6. System Administration & Analytics

This module provides administrative features for managing the campus public transport system. It tracks system usage, vehicle statistics, user feedback, and more.

Classes:

• Admin: Represents an administrator who can manage routes, vehicles, schedules, and view reports.

• Report: Generates various reports on system usage, delays, and maintenance needs.

Methods:

• manageRoute(): Allows the administrator to add, edit, or remove routes.

• generateReport(): Creates system reports for analysis.

Relationships Between Components

• User and Route: Users can view and select routes based on preferences.

• Vehicle and Route: Vehicles are assigned to specific routes, and their statuses (e.g., available or occupied) are linked to route management.

• Tracker and Vehicle: The Tracker class continuously updates the location of the vehicles, which is then displayed on the user interface.

• Notification and User: Notifications are sent to users regarding vehicle delays, availability, and scheduled arrival times based on their preferences.

• Admin and Route/Vehicle: The admin manages the configuration of routes, vehicles, and schedules.

Example Use Case Flow

1. User Search: A user logs in and searches for a bus route to a particular building. The app shows all available buses, their schedules, and their current location.

2. Route and Vehicle Assignment: The user selects a route, and the app assigns a vehicle to that route (if available), displaying the estimated time of arrival.

3. Real-Time Tracking: As the vehicle moves, the user receives real-time updates on its location, and if any delay occurs, the user is notified.

4. Preferences Update: If the user prefers a specific bus for the next trip, they can modify their settings and choose that bus for future trips.
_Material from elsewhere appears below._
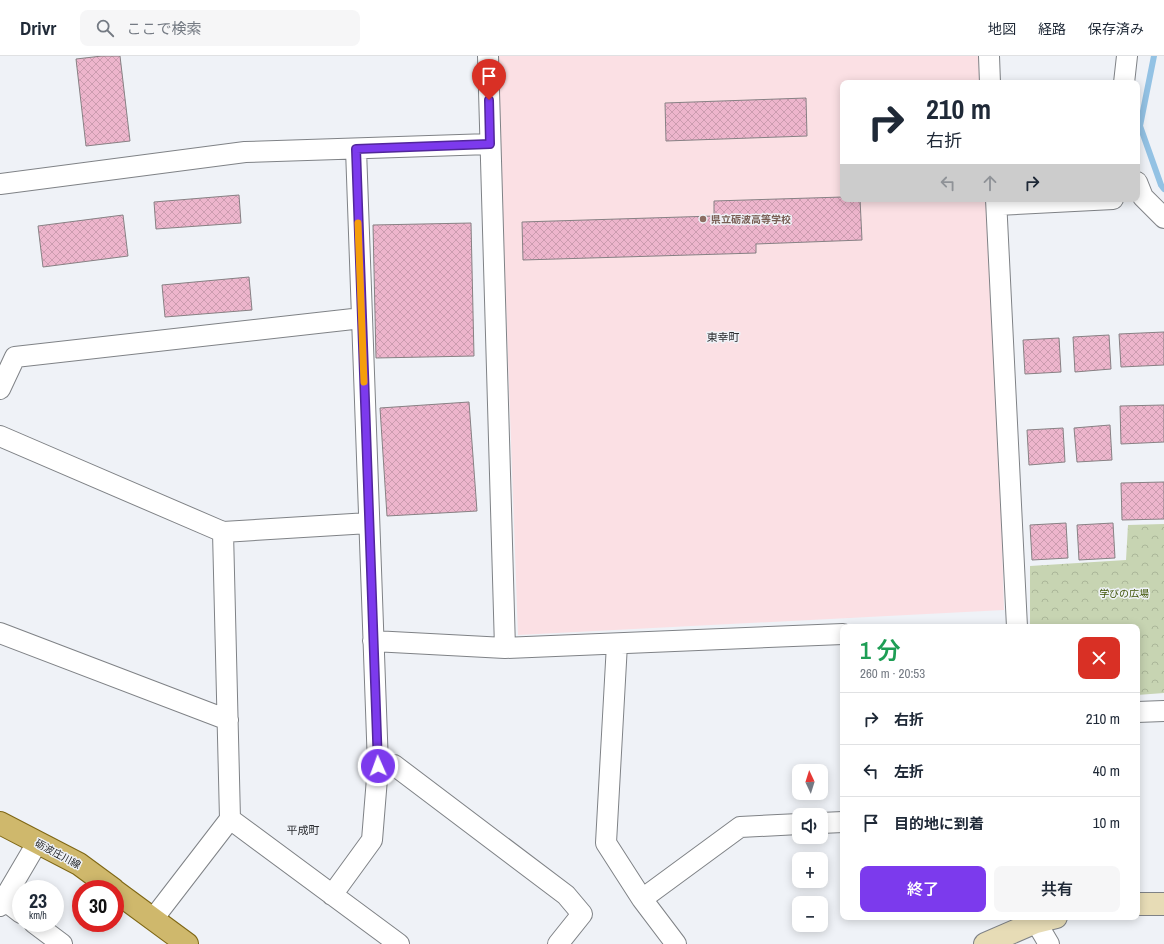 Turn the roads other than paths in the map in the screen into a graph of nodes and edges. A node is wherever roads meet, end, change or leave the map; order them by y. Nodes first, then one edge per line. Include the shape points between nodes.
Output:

5. Admin Monitoring: The campus administrator receives reports on bus utilization, vehicle performance, and maintenance schedules to optimize the transport system.

Conclusion

This Campus Public Transport Coordination App designed using OOD concepts enables modularity and flexibility, ensuring that the app is scalable for future enhancements such as adding new transportation methods, integrating with other campus systems, or incorporating feedback mechanisms. By using object-oriented principles like inheritance, encapsulation, and abstraction, the system remains manageable, maintainable, and extensible.